The International Mission concludes that the Colombian State has committed crimes against humanity against the civilian population
They have been days of hard stories, of meetings with the victims, of visits marked by pain. The International Solidarity and Human Rights Mission, which arrived in Colombia on May 25th, has made public a preliminary report showing how the State «has deployed on the defenseless civilian population practices «inscribed in the logic of war», considering «the majority of its people as an internal enemy», and narrating how «its regular and irregular security forces have disappeared, assassinated, tortured, abused, persecuted, threatened and intimidated vast sectors» of the population.
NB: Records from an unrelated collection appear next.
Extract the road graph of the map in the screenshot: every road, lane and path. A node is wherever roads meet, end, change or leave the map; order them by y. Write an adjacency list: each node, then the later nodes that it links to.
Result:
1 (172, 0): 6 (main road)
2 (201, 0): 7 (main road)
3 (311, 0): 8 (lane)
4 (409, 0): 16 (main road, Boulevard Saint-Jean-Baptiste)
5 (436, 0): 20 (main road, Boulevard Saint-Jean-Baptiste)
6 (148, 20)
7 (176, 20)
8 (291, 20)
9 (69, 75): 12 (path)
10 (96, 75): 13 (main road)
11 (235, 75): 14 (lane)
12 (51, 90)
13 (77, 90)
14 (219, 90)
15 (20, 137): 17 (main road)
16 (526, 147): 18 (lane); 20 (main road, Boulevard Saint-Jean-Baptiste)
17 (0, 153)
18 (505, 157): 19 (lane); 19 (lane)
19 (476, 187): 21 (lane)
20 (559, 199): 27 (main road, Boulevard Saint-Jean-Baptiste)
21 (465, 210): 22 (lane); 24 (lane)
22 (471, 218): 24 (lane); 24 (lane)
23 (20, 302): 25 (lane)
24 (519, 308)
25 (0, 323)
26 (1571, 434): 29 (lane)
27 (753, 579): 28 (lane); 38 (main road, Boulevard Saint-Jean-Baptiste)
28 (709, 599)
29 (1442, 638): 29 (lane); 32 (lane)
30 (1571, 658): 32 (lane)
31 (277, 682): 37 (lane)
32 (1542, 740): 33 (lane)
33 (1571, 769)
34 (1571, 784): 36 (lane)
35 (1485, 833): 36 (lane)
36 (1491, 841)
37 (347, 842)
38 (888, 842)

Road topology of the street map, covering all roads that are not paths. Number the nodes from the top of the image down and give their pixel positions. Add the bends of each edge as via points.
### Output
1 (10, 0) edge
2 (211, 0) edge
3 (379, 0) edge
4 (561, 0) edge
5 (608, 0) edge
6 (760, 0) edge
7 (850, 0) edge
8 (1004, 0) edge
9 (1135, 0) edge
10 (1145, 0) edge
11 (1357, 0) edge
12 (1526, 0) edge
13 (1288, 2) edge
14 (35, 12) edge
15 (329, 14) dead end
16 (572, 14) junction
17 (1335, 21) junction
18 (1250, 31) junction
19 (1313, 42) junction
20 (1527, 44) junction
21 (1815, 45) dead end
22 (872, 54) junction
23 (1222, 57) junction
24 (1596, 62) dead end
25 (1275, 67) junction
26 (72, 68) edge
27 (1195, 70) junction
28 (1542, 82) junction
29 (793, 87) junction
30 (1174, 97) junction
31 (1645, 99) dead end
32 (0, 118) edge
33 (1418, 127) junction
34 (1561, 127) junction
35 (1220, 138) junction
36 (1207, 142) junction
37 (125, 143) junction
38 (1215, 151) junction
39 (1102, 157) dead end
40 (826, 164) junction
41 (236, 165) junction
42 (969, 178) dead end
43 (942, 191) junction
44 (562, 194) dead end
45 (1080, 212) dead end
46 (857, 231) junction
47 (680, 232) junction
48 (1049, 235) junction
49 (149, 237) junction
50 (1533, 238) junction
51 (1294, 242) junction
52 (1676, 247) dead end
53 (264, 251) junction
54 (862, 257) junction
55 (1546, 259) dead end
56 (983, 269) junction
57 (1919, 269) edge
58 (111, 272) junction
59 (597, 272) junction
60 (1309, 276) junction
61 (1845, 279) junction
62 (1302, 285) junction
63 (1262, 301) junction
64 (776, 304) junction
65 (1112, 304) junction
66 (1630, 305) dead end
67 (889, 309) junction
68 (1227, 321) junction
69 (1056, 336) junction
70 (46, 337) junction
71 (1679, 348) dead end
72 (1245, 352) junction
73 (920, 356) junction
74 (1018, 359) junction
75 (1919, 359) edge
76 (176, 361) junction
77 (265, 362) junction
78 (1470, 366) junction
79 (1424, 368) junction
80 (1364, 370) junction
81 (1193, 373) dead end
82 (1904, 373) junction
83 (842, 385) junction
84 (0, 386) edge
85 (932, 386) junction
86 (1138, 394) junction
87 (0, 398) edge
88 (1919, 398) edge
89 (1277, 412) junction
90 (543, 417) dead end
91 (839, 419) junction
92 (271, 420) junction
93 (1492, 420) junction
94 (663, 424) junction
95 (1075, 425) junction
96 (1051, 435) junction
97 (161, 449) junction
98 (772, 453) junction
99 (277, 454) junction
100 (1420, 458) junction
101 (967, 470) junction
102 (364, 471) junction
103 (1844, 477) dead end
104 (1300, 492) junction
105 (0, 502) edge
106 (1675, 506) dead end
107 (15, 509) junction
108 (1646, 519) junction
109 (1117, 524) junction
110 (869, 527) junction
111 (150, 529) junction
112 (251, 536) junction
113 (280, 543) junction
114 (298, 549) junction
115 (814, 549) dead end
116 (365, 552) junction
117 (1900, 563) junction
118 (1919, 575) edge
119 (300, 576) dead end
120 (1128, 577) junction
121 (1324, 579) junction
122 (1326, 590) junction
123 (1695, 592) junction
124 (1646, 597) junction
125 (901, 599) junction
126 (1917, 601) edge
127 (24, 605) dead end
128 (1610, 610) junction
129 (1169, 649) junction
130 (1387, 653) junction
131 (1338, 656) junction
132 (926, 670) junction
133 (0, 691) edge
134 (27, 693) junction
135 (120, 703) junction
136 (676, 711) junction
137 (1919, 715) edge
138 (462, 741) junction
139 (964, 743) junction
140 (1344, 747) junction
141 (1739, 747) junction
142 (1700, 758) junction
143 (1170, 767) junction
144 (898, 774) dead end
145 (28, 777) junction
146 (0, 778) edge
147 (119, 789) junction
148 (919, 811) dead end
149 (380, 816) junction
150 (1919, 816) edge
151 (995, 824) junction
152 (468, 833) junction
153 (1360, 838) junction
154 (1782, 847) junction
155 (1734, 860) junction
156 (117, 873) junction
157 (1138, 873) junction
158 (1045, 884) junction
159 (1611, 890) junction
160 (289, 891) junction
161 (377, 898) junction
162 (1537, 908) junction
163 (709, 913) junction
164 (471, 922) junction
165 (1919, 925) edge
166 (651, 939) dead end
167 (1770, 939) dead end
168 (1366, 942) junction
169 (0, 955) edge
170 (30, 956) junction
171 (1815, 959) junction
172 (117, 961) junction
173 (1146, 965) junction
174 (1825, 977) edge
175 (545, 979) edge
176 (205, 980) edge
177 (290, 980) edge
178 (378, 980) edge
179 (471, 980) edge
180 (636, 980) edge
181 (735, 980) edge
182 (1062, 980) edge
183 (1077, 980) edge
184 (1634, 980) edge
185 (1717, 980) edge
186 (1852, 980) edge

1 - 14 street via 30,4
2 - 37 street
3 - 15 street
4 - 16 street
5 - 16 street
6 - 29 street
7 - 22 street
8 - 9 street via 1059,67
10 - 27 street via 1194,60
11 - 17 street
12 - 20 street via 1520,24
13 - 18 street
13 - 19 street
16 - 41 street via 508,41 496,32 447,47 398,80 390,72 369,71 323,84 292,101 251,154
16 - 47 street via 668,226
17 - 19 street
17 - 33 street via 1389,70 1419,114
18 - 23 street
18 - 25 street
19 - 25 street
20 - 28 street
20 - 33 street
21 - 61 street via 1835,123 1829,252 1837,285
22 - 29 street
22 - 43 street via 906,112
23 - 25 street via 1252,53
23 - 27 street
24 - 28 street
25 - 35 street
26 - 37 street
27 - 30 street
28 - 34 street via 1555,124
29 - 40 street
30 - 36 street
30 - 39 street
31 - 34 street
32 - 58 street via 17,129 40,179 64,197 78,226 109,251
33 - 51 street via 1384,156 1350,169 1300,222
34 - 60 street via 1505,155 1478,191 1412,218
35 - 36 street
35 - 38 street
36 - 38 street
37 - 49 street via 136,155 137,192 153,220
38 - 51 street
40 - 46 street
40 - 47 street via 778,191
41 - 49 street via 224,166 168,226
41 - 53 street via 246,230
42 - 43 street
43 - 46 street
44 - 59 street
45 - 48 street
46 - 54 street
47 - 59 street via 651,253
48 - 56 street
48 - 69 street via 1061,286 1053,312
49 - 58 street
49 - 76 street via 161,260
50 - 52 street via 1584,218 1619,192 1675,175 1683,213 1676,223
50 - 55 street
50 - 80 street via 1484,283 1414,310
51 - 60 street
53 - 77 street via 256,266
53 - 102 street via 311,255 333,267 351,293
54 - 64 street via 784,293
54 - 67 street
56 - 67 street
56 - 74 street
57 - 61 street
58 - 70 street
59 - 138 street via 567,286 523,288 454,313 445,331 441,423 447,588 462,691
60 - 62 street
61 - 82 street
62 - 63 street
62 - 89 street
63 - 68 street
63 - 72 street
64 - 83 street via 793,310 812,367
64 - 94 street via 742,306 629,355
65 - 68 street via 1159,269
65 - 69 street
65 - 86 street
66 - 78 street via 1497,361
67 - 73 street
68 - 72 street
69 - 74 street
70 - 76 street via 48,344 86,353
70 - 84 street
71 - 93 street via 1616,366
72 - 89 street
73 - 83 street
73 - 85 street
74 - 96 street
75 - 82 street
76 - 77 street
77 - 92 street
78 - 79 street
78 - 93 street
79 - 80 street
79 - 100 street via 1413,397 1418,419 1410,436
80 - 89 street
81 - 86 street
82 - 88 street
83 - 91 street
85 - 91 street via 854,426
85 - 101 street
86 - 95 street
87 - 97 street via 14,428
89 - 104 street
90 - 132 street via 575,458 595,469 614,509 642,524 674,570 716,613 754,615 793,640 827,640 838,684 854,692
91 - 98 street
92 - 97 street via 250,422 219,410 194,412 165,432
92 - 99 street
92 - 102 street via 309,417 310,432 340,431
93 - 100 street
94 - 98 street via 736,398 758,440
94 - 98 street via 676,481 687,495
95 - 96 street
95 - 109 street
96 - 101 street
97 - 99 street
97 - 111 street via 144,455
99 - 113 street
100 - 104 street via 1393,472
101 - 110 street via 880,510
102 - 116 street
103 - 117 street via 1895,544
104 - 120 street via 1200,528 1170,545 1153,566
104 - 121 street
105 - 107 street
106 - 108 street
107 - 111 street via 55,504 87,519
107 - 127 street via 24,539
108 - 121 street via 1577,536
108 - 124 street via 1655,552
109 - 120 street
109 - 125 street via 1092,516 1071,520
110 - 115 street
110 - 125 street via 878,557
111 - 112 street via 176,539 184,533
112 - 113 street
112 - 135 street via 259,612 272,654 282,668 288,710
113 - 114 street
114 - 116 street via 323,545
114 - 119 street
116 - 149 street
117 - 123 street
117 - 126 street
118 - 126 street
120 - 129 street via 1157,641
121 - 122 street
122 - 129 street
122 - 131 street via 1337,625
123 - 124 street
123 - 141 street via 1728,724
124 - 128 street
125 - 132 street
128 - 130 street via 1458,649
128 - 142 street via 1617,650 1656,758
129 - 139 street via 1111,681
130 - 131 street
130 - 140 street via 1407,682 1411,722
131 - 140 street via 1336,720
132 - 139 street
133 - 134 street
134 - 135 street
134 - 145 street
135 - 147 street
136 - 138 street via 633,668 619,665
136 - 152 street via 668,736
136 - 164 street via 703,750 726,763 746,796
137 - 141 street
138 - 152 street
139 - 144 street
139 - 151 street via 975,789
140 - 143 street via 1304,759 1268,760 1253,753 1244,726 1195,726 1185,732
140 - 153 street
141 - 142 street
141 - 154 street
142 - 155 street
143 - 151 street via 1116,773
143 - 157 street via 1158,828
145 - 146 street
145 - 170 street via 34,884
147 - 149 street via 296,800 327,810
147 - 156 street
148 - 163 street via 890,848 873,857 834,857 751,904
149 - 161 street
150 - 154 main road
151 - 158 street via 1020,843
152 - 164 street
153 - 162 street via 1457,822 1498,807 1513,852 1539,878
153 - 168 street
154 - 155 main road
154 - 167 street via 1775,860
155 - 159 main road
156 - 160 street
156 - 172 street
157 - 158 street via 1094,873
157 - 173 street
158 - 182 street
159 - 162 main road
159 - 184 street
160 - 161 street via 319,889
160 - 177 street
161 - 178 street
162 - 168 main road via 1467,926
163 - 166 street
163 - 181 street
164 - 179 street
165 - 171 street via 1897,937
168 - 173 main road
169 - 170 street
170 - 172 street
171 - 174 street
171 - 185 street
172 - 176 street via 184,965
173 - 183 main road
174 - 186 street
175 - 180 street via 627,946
The harsh 19-page report details the tactics used by the State to limit the right to protest and gathers testimonies of victims in some of the main focal points of State violence since the strike began on April 28.
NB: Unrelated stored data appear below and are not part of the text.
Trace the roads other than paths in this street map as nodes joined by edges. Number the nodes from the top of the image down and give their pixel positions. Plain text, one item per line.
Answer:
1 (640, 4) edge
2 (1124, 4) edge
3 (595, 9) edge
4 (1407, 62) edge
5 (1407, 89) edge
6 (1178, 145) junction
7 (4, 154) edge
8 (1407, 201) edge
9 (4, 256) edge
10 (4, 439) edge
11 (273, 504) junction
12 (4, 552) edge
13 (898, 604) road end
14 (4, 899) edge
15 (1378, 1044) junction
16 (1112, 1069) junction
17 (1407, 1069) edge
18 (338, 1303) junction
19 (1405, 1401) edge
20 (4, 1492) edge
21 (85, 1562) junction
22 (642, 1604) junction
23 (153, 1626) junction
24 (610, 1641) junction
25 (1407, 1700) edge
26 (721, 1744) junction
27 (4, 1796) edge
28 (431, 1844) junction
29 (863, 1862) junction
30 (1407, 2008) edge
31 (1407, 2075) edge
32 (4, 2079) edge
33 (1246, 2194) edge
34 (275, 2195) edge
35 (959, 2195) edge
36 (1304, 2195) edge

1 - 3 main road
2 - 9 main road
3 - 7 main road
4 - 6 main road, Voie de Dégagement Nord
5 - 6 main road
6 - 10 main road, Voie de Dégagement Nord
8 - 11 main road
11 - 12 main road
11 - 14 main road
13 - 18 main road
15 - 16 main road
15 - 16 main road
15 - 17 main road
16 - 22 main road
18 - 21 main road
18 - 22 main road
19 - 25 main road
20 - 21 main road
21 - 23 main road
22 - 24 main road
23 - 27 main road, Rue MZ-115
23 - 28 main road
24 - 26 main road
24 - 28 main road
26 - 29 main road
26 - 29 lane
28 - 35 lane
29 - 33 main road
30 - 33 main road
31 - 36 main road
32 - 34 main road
The Mission, made up of human rights organizations from Latin America, has been in Cali, Medellín, Pereira, Siloé, Yumbo, Timbío, Popayán, Santander de Quilichao and Bogotá (Usme, Ciudad Bolívar, Portal de las Américas, Barrio Kennedy, Engativá, Suba), Teusaquillo, La Caldera, and Portal Norte in Usaquén, and Soacha, Facatativá and Madrid (Cundinamarca).
The human rights observers explain that the testimonies collected are overwhelming and demonstrate that «both the National Police in general and especially the ESMAD (mobile anti-riot squad) in conjunction with the Army, unload on the demonstrations and their surroundings a combination of behaviors and sophisticated arsenal, with severe consequences on the body and psyche of their victims. An authentic scenario that combines fire, smoke, gas and stampede (among other lethal resources) is portrayed by the numerous testimonies collected».
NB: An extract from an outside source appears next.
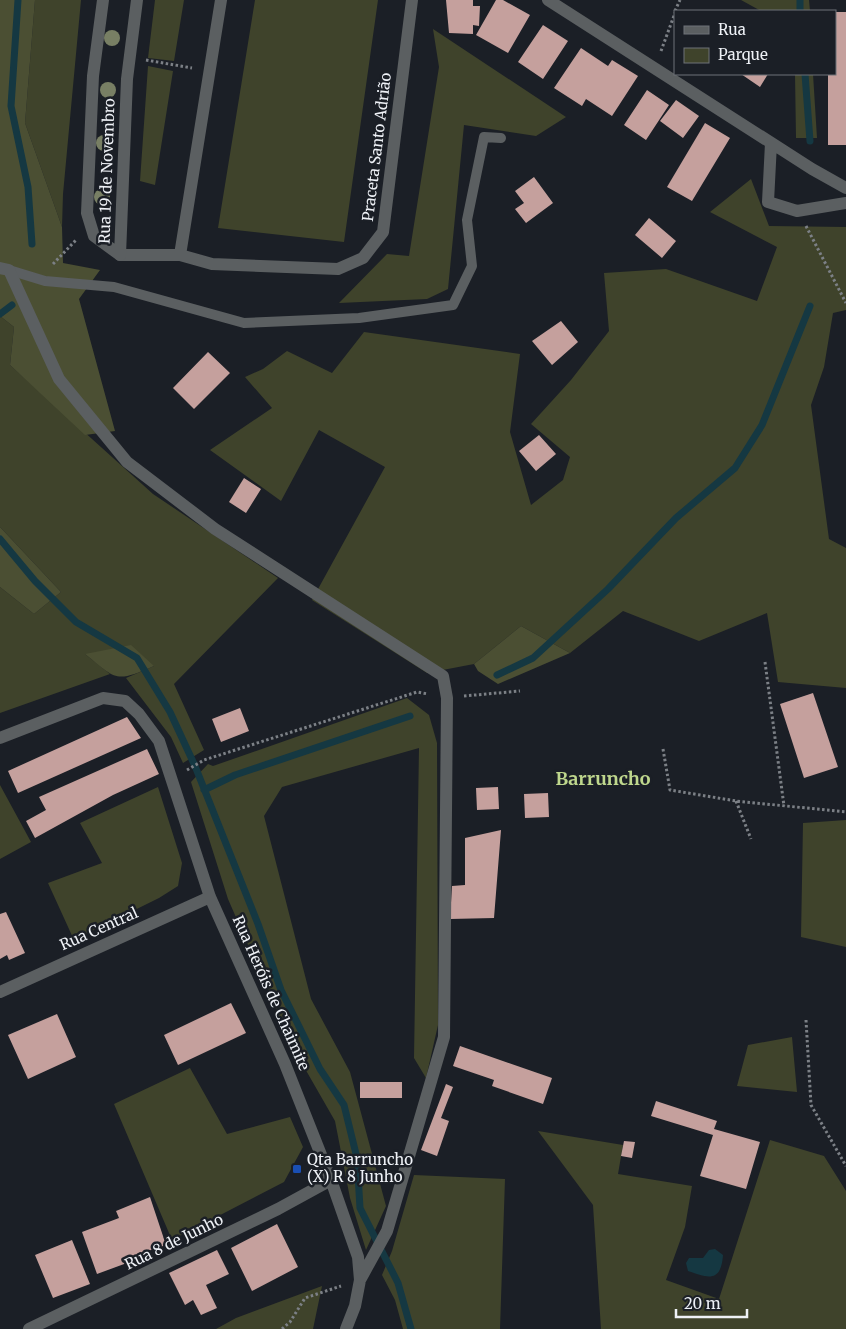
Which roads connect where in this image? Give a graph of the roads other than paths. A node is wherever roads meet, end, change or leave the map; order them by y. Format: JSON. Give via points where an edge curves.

The report highlights the attacks against the medical missions, the conversion of the CAI and URI into detention centers, the violations of freedom of the press and «the abusive and arbitrary criterion of the powers to detain, the cruel treatment of detainees including torments, the particular abuse with sexual connotations on women and gender dissidents held, [which] constitute special and reprehensible violations not only of rights but primarily of the human condition». They also consider as «accredited the participation of armed civilians either from the same lines of the security forces or with their acquiescence».
To prepare this report, the Mission explains, it has met with victims in homes, in organizations and even in hospitals and highlights how there are sufficient testimonies that speak of a pattern of detention-disappearance and forced disappearance in the repressive strategy against the protests. But they also note that the community perceives that «beyond exceptions, the various government institutions do not assume the commitment required for the cessation of these violations, the relevant investigations and the effective enforcement of these rights».
The list of crimes committed by state forces or civilians in alliance with them is long, but the main ones noted by the Mission are: Forced Disappearance of People, crimes against life (homicides), against physical integrity (eye injuries, various injuries), against sexual integrity (sexual abuse), against freedom (illegal deprivation of liberty, arbitrary detentions, torture), against freedom of assembly and the free exercise of protest, or against property.
The Mission lists, city by city, the documented cases and the story is shocking. In its conclusions, the Mission considers that the Colombian State should be investigated for crimes against humanity and for having treated a significant portion of the civilian population as if it were an internal enemy.